Vast changes in American education should have been bringing concern. Changes accompanying the spread of new metal and glass gadgets and the vast domination of minds by innumerable new handheld things were upsetting. As the 2020s gradually approached, such devices were conquering, often helpfully, while many worried about their impact.
Americans in the new century behaved in the way they had in earlier decades. The Depression had been ameliorated somewhat with alcoholic drinks. The agonies of World War II were eased a bit with very cheap air mail, providing the rapid and dependable passage of news to and from loved ones. TV helped get the public through the Korean and Vietnam Wars to an extent, while at the same time making them more real. M*A*S*H was popular during and long after the latter imbroglio as it brought a certain reality to living rooms. Was marijuana moving toward acceptance? For over half a century, reality had been impossible for the bulk of Americans to face without pleasant modification.
Uncertain about the future—but not yet defeated (at least permanently)—were former constants: American idealism, love of working within a chosen profession, worshiping the Infinite in one of its worthy forms, and charitable giving. The years ahead for us all, though many were wounded and damaged in spirit, still gave us reasons for hope.

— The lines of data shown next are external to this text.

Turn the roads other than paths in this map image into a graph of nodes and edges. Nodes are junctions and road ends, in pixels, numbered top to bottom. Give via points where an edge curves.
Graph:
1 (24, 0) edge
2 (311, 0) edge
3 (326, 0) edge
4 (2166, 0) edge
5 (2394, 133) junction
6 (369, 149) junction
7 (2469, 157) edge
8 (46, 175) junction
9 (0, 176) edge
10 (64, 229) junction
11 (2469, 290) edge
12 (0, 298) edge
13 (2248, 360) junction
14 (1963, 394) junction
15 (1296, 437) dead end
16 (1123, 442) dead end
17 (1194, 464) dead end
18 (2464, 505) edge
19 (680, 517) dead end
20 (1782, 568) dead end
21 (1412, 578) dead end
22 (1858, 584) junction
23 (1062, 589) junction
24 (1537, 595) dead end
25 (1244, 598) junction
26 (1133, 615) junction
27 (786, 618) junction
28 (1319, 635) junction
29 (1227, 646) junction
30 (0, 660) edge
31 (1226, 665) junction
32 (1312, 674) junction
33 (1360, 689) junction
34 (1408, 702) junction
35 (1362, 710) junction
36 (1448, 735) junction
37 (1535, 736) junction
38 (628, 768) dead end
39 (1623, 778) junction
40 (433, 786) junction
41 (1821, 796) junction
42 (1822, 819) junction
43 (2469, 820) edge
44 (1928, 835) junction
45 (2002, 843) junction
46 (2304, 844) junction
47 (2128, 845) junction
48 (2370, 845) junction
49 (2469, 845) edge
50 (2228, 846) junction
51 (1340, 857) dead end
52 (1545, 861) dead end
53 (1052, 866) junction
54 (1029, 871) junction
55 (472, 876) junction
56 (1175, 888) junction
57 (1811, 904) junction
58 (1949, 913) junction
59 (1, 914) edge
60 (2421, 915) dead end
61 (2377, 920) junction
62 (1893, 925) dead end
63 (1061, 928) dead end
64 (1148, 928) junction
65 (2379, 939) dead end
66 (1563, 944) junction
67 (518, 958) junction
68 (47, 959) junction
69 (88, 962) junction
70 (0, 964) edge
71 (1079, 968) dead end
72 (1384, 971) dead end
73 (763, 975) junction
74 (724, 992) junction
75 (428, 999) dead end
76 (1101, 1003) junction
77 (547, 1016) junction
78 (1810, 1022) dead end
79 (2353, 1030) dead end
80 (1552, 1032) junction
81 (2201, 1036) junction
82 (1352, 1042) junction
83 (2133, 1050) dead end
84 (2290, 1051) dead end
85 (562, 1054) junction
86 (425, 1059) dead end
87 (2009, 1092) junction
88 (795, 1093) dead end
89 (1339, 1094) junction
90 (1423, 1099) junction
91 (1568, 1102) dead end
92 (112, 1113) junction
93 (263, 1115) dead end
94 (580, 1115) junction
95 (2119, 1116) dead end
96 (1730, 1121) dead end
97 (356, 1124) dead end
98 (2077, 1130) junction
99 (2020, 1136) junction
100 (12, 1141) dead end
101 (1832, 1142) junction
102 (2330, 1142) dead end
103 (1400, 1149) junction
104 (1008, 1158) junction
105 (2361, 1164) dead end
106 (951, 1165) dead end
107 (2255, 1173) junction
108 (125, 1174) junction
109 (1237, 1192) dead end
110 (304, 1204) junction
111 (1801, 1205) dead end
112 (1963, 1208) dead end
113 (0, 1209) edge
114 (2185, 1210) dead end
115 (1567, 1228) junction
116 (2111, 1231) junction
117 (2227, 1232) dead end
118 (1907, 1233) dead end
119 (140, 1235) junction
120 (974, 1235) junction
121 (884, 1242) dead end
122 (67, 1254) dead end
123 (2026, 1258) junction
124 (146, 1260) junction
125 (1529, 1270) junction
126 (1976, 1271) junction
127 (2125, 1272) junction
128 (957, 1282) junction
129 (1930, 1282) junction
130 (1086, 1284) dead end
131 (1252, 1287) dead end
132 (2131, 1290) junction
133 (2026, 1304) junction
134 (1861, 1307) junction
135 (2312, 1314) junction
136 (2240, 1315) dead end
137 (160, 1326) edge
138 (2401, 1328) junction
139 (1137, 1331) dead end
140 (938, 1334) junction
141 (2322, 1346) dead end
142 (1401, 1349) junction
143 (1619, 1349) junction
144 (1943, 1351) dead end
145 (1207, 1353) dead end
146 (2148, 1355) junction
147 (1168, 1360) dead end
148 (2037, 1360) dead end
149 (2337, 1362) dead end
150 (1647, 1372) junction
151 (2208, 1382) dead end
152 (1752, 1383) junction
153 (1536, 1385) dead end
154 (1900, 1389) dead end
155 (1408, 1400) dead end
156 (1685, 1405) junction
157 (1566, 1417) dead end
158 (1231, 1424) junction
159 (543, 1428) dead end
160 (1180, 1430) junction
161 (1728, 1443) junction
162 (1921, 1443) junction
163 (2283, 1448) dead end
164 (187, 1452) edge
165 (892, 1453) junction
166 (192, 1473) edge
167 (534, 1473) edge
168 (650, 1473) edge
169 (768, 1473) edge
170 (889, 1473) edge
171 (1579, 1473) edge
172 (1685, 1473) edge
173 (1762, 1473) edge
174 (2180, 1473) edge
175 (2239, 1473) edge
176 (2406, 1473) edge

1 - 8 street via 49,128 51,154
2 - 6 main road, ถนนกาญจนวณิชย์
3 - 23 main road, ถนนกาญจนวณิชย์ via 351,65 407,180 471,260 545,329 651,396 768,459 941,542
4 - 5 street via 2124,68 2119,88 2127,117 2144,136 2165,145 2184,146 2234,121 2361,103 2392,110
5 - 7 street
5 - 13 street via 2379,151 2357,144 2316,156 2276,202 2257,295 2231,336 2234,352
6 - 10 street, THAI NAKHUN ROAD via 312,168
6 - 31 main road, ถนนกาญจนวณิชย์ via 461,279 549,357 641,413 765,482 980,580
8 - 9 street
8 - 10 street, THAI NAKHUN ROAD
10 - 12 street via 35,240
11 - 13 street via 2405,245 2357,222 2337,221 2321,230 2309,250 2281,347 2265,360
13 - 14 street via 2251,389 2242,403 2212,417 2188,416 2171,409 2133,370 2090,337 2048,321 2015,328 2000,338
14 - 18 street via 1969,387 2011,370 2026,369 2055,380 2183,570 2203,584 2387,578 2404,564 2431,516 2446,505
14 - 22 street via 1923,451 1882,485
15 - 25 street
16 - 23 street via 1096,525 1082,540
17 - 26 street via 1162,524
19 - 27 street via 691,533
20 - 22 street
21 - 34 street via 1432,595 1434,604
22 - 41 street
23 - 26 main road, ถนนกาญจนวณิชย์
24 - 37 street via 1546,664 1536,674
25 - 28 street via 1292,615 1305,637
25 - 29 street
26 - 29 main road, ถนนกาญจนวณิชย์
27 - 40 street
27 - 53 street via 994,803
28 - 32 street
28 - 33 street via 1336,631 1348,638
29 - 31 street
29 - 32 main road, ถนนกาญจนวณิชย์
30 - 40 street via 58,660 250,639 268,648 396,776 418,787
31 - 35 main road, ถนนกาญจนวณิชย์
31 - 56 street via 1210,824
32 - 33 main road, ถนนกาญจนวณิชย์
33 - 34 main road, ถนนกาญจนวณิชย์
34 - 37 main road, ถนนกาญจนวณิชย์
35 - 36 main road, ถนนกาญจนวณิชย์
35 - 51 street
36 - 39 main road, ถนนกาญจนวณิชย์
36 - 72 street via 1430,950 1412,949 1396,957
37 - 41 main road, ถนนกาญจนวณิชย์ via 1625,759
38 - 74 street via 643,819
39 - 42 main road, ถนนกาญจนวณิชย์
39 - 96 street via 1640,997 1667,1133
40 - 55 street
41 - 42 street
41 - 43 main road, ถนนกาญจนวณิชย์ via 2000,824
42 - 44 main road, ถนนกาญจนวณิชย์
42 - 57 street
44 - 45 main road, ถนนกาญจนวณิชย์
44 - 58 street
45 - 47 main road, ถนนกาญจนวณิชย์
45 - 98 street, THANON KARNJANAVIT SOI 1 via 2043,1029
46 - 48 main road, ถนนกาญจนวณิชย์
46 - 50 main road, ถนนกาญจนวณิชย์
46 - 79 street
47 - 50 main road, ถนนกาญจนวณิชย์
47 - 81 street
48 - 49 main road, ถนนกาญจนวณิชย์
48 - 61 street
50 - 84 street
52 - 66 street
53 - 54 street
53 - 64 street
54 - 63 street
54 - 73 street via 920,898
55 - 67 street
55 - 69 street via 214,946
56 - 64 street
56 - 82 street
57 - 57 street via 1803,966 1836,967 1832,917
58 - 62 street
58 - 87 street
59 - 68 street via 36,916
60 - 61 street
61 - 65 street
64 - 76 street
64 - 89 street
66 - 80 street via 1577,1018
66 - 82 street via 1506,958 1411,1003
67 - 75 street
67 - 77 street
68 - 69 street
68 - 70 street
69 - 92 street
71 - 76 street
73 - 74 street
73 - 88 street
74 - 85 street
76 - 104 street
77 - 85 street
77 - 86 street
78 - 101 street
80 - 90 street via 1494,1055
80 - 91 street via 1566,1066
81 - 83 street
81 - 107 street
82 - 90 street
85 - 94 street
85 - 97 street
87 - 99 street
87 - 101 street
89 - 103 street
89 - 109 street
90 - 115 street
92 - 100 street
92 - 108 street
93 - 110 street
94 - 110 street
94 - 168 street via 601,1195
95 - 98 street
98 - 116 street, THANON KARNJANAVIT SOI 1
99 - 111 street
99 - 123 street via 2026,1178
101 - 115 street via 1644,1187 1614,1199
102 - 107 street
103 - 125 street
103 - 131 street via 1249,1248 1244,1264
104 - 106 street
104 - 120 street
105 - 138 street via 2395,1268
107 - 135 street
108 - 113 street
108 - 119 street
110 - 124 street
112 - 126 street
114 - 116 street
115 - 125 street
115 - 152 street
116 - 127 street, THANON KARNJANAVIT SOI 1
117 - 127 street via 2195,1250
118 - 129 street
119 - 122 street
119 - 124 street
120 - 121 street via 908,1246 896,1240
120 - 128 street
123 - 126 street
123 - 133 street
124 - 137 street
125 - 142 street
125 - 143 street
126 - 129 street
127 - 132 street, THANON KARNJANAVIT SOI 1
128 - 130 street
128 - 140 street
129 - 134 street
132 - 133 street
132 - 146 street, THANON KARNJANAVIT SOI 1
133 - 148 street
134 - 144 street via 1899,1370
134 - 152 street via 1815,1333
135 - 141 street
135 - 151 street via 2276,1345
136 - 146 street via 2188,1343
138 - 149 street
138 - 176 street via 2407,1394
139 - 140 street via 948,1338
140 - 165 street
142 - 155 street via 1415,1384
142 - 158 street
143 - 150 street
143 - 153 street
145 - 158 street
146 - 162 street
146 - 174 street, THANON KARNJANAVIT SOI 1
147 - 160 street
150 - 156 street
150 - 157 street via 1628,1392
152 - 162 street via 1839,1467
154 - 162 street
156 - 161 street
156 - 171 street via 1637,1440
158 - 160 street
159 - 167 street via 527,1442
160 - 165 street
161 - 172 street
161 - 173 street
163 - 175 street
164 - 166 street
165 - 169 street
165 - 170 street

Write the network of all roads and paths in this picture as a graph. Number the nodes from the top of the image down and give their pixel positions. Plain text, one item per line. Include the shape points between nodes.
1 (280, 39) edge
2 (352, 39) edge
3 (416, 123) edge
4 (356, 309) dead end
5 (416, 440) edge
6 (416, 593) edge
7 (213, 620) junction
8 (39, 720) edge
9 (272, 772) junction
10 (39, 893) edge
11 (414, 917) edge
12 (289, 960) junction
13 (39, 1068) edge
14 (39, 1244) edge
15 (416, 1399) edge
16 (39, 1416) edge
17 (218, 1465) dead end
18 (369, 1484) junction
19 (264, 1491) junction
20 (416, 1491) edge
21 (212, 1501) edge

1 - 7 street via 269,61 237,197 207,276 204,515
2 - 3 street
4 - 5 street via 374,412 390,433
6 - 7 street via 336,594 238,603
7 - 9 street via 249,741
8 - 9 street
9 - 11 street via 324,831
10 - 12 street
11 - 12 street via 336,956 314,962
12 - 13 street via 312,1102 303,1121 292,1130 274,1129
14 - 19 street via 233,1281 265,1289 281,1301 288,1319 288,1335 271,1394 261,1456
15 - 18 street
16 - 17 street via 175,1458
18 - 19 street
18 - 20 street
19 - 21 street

Shall we proceed to strive, to live, with an attitude that says, essentially, that the best of our past is not going to be surrendered? May we continue our best efforts to mold children, youths, and adults to accept and live their lives in the best of “old ways”? A good deal of what is quite new to America is inauspicious.
At a time when much of the world was shuddering over explosions caused by powder tightly packed and hidden on individuals or in vehicles then blowing up, our own people have abruptly become aware of the power of barreled, rapid-fire, rifles to change the status quo of neighborhoods, cities, even the whole country. Will reaction to the younger generation among us have a dramatic effect? What, down the road, are we going to wish we had done when we could have?
Concentration on sturdy and dependable leadership ought to have a payoff. By all means let’s continue to cultivate the desire and the ability to educate and train the very best of all sexes and races among us to take over, mold, and preserve a sound America for the future.